By Renee McGowan
This article appeared originally on 10 January on weforum.org as part of the World Economic Forum Annual Meeting.
We all spend a lot of time worrying about personal finances. It is distracting and stressful. Much of this time spent worrying is while we are at work; as many as 13 hours per month for the average employee, according to Mercer’s Inside Employees’ Minds research.
An increasing responsibility on the individual to manage their short and long-term savings (including for retirement) by themselves is adding to their burden. Such a heavy load makes employees less confident to take financial action.
Meanwhile, business leaders say that attracting, managing and retaining a skilled workforce is their number one business challenge in the next five years.
Mercer’s latest research has investigated employer and employee beliefs, perceptions and behaviours around financial security across wealth, health and careers. It surveyed 7,000 individuals and 600 senior decision-makers from both the private sector and government in 11 developed and developing countries.
Better benefits, more accessible savings plans and guidance and technology tailored to individual needs would have a very positive impact on a workforce, the research showed. Improved benefits or access to savings plans would make 86% of employees more satisfied and more committed to their jobs. This means a significant boost in employee engagement.
If Your Employer Was to Provide Access to or to Improve the Overall Benefits of the Pension Plan Available to you, What Impact Would That Have?
Employees place an extremely high degree of trust in their employers’ advice, the research revealed, with nearly 80% reporting they trust their employer for sound financial advice. They are also seeking information and secure, easy-to-use technology to help them manage their personal finances. Older populations have just as great a desire for online tools, with 90% of adults under the age of 35 and 85% of all adults reporting they want digital help.
We believe this provides a unique opportunity for employers around the world to deliver on this trust and help individuals reach their long-term and short-term savings goals. In return, employers are not only making their employees more engaged and productive, but also helping future generations.
Customized communication and solutions are also critical, particularly since our financial needs vary significantly across age, gender or the stage in our career. For instance, millennials, who comprise the largest segment of the global workforce, switch jobs more often than any other age group.
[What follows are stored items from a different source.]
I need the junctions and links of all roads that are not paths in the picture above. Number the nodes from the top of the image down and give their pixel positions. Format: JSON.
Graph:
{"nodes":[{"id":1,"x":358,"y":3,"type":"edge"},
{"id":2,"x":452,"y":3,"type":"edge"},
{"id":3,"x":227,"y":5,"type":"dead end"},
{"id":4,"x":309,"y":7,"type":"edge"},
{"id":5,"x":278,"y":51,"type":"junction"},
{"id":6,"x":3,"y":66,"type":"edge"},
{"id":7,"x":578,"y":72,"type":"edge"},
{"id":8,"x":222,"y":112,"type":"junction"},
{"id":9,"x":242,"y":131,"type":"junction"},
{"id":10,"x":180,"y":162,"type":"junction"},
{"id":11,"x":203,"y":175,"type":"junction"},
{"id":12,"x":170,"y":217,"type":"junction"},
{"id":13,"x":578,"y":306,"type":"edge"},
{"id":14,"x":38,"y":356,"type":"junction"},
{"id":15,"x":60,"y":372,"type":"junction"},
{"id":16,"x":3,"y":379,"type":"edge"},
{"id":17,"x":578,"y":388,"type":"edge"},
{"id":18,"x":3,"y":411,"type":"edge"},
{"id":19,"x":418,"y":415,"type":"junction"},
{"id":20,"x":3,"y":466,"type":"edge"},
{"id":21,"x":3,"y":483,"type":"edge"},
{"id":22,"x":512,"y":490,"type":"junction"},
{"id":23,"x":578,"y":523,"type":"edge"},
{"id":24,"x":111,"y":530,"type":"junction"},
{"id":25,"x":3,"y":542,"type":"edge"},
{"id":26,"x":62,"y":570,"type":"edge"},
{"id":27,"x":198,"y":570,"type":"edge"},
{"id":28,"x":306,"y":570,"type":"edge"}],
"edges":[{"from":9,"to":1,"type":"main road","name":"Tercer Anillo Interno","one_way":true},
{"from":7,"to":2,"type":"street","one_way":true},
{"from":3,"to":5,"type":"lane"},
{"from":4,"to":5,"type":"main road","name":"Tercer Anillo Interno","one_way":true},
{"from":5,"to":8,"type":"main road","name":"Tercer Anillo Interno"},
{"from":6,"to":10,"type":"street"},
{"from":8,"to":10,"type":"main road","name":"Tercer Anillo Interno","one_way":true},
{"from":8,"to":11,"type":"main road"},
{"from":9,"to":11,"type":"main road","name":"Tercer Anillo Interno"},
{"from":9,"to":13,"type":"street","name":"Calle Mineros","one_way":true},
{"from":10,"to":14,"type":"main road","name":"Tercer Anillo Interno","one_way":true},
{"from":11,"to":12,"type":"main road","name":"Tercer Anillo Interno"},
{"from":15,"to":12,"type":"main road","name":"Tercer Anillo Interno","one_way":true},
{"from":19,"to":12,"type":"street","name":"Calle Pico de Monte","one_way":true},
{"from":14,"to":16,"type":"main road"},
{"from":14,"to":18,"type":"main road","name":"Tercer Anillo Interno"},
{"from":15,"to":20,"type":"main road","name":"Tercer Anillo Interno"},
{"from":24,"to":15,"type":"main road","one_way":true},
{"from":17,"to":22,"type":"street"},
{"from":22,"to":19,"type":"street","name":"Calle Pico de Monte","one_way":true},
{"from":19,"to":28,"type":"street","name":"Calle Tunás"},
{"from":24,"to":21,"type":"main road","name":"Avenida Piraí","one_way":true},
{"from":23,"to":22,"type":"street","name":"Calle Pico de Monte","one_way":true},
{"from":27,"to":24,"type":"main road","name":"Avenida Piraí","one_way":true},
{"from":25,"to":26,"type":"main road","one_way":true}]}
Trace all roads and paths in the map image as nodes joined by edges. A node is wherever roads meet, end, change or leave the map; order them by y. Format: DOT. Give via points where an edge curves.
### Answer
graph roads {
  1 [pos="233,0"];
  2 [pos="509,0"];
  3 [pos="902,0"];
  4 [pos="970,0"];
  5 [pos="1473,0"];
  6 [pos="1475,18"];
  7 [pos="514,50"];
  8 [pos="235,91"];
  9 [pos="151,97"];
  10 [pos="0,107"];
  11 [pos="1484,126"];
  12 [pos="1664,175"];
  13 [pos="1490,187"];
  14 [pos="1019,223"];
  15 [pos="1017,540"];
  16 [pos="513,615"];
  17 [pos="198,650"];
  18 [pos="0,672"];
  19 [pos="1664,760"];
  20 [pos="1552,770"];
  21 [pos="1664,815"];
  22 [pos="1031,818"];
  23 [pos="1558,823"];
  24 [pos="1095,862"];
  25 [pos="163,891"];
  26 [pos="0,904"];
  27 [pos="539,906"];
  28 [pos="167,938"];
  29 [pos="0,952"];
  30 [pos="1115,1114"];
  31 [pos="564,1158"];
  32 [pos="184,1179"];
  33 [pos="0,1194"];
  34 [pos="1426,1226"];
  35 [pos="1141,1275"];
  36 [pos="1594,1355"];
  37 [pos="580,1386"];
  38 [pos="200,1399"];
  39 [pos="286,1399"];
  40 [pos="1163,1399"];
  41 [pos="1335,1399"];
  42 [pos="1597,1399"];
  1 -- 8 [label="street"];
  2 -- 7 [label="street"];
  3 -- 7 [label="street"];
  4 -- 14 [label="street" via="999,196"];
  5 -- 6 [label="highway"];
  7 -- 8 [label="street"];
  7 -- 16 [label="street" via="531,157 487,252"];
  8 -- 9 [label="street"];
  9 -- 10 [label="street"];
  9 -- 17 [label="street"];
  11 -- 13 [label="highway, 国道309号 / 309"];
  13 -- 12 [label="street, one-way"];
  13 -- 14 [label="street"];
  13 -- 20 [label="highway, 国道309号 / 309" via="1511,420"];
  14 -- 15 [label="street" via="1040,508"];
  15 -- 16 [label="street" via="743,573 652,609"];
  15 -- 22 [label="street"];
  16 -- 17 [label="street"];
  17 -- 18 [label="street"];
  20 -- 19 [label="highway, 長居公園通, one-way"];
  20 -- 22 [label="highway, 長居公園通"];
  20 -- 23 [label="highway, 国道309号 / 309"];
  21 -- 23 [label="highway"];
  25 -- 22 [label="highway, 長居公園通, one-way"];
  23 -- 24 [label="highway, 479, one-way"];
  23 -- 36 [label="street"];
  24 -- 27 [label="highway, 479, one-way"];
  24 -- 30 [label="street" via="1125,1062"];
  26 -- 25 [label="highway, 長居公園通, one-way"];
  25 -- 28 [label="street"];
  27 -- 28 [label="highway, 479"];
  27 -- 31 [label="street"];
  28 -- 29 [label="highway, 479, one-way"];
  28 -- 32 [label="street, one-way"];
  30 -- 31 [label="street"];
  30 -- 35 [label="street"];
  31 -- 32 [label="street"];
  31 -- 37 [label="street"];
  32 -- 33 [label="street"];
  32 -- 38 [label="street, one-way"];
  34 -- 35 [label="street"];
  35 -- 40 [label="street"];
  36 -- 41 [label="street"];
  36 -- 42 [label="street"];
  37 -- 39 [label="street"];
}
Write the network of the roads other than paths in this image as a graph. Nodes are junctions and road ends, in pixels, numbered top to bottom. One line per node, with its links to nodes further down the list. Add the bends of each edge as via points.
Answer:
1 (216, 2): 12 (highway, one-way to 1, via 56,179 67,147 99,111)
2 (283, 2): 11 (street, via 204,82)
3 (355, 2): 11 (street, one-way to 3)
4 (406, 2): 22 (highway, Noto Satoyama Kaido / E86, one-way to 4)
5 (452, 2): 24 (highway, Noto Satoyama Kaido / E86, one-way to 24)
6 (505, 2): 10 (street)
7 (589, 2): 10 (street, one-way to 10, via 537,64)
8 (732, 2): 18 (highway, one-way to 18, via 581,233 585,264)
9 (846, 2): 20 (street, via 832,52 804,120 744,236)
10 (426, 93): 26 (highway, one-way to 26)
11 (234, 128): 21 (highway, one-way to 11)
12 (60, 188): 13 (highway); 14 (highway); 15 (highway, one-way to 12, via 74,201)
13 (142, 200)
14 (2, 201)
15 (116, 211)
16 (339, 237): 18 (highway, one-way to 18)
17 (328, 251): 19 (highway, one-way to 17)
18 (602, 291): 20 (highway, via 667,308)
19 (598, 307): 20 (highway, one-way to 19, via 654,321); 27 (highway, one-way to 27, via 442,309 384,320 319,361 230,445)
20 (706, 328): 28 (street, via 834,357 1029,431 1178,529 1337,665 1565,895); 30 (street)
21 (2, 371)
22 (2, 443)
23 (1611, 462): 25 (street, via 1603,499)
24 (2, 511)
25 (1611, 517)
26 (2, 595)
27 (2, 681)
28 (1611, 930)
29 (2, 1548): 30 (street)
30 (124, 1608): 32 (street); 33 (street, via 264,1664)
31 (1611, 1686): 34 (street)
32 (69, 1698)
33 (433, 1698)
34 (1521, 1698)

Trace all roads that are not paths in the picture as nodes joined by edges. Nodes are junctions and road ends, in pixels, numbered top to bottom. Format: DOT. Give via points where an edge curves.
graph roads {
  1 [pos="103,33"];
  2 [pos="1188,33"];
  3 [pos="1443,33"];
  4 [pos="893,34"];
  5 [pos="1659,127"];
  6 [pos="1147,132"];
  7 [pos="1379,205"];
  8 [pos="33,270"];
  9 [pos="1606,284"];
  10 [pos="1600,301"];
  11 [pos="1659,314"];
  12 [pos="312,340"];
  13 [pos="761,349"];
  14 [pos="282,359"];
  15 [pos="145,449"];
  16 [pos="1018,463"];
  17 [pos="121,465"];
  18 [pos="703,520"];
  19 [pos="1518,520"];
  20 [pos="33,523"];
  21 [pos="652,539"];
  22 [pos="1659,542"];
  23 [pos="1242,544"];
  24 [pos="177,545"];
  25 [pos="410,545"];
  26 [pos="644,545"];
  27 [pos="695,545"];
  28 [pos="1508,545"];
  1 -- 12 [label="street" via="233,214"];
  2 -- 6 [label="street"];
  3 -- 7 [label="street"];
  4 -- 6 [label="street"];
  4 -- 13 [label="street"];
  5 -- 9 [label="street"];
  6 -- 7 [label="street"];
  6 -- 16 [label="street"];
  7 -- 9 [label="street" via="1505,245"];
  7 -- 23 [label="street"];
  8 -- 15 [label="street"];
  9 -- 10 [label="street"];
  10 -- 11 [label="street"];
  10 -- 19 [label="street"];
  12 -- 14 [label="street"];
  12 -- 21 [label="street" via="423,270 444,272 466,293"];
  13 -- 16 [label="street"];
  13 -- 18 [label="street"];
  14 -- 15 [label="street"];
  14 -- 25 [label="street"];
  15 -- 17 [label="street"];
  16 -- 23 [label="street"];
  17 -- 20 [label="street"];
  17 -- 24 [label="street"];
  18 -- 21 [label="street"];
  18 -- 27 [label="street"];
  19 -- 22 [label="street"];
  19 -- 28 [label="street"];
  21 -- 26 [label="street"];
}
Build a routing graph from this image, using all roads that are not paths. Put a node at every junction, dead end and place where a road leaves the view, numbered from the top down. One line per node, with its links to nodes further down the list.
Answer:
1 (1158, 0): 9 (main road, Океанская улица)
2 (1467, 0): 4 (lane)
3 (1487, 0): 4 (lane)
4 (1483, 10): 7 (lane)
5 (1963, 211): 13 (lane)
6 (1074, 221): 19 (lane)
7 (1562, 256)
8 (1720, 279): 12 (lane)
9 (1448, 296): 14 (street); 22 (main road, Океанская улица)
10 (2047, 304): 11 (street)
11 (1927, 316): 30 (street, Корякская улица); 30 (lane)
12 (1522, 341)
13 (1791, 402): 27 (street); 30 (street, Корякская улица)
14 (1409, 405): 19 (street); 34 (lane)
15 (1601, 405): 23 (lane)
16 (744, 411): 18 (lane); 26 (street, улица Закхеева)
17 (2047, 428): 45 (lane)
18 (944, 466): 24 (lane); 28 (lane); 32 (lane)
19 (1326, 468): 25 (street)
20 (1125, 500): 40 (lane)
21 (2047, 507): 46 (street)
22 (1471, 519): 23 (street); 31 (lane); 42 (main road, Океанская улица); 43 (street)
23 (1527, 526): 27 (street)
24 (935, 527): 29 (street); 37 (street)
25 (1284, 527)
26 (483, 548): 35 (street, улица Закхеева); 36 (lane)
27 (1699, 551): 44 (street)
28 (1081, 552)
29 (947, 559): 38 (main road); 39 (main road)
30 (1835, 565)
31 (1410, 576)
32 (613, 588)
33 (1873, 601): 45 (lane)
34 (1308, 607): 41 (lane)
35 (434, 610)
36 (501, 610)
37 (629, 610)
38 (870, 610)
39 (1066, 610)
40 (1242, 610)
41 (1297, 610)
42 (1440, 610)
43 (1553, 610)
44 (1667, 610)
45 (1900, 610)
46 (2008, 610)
Employers should explore solutions to address millennials’ specific needs, such as portable savings plans, financial coaching, student loan repayment plans and budgeting tools. Their millennial employees will be more engaged and more likely to stay in their organization.
At the other end of the spectrum, older workers also have unique needs, primarily around increased longevity and working later in life. Men’s average retirement age across OECD member states has continued to increase over the last 15 years, for example. It is now at 65.8, compared to 64.3 two years ago.
The ageing workforce will disrupt the status quo of what it has traditionally meant to retire in the mid-60s. Employers are already facing this challenge. It will require more flexible and innovative work solutions, including offering part-time work options for those nearing retirement; lifetime education programmes; health initiatives so that employees are able to work as long as they need; and guidance on their options for when to take social security benefits.
Women also face a gender gap in wages and career continuity, as they earn less on average and have longer periods out of the workforce. As a result, their retirement balances are typically 30-40% lower than those of men. Compounding the problem, women live longer than men on average and so require their savings to last longer. To ensure their female workforce is empowered, engaged and financially secure, organizations must examine the communications and investment solutions they offer to women.
Stress, access to the right tools and solutions, affordability and confidence all affect an individual’s ability to save and invest. A person’s age, gender, and career stage makes a difference too. Employers who prioritize their employees’ financial security needs and goals will make themselves the trusted adviser that every employee is looking for.
People want and need smart saving tools and guidance on how to use them. They also trust their employers. This means organizations have a unique opportunity to transform their employees’ financial security, making their workforce more engaged in doing so. Moreover, when organizations show how important they consider their people’s long-term well-being, they will find it easier to achieve their biggest challenge - attracting and retaining top talent.